For the word "pixel", search the records and show each line in which it occurs.

Data records:
_ _ _

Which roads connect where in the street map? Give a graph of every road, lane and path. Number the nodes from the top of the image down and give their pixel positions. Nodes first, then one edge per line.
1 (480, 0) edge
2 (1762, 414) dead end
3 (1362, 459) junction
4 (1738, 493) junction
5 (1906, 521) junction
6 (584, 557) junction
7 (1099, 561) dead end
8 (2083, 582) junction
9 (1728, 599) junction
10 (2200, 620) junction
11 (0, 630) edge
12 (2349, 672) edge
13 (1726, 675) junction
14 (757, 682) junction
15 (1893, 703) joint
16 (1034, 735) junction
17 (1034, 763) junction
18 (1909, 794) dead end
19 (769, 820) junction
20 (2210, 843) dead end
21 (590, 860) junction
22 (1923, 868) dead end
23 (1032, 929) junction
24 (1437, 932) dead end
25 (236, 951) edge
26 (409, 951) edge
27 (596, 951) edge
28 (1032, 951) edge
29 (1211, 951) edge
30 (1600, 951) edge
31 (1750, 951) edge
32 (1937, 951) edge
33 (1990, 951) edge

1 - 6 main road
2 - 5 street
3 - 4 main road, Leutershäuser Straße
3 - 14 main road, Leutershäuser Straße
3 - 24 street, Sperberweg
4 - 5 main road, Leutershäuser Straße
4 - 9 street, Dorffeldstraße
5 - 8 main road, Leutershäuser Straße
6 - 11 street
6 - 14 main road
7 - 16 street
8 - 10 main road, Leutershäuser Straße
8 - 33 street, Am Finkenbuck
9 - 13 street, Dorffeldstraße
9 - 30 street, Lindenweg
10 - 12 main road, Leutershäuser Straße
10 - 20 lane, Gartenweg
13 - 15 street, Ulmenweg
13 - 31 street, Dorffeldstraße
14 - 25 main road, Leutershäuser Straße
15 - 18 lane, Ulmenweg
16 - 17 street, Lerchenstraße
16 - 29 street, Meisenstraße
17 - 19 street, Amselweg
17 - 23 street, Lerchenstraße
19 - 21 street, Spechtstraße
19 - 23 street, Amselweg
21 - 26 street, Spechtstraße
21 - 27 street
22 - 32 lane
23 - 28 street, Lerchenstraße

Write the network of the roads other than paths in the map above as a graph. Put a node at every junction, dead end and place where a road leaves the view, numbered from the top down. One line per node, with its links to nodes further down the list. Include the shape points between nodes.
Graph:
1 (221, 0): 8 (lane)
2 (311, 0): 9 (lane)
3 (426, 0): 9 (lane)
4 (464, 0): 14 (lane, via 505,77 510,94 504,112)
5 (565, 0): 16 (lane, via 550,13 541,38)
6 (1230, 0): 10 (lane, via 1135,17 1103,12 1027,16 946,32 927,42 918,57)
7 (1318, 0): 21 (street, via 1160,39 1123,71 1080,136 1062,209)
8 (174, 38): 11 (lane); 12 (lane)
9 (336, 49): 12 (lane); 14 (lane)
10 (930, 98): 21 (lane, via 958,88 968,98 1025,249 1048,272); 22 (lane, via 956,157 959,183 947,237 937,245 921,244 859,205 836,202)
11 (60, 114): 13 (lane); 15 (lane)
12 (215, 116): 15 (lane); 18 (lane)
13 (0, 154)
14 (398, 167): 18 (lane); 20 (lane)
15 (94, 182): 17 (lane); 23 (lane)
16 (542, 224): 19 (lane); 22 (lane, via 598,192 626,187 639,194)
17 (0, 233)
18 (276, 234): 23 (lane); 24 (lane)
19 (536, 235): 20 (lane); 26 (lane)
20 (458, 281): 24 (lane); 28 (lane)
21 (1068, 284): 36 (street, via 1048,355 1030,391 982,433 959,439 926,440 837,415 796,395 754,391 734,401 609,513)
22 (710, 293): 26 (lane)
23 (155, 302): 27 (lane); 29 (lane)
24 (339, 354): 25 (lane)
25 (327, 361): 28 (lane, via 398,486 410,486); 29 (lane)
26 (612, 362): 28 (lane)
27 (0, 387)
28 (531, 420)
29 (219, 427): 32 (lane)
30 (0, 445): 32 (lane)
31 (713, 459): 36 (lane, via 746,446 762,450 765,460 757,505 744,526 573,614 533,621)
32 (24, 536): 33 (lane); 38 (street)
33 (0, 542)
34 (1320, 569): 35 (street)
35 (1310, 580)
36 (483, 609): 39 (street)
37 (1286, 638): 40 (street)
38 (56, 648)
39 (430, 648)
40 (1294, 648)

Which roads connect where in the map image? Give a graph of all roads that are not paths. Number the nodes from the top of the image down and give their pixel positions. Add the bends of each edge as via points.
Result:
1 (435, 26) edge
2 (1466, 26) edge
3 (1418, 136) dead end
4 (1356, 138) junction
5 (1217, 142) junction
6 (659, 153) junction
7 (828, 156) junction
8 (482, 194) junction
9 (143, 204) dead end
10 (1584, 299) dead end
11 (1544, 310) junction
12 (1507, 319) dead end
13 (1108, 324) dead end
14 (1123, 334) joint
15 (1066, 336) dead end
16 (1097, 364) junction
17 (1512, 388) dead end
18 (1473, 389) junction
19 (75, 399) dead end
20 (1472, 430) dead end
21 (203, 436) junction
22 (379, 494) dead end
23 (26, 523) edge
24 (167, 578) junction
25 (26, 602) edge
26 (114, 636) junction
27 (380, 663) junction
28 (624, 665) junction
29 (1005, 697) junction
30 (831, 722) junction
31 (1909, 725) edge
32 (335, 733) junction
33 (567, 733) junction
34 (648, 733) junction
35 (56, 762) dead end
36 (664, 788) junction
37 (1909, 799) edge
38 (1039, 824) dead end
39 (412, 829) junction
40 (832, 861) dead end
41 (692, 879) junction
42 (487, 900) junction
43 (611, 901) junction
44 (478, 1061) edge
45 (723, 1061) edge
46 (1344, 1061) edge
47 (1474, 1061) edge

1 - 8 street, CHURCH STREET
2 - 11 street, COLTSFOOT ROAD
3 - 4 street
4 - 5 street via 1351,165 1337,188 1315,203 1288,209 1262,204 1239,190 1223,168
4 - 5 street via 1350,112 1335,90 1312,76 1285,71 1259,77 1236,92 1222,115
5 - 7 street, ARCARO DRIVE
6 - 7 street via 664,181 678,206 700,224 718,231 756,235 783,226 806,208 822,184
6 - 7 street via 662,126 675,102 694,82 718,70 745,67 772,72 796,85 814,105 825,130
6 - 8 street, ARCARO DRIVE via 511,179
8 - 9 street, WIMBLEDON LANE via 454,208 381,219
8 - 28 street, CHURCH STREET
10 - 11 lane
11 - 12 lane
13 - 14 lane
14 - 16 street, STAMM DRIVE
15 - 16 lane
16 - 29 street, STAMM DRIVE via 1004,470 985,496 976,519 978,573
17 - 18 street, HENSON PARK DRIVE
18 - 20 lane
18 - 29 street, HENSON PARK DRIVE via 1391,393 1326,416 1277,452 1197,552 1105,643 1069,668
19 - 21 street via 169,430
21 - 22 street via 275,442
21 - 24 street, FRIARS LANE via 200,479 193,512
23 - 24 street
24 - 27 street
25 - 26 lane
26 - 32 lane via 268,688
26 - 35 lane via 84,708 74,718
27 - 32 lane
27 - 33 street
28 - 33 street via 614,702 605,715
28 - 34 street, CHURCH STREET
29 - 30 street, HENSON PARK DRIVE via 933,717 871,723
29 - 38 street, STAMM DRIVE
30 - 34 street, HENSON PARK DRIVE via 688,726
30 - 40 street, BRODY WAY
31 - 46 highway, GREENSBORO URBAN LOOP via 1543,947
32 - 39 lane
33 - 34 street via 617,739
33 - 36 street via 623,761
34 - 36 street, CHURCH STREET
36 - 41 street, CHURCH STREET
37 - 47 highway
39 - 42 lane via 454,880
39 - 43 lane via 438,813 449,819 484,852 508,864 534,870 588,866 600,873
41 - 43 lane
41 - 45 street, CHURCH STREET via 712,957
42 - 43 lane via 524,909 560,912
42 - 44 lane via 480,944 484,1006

_ _ _

### [ANSWER SECTION]
Which roads connect where in the street map? Give a graph of every road, lane and path. Number the nodes from the top of the image down and give their pixel positions. Nodes first, then one edge per line.
Which roads connect where in the map image? Give a graph of all roads that are not paths. Number the nodes from the top of the image down and give their pixel positions. Add the bends of each edge as via points.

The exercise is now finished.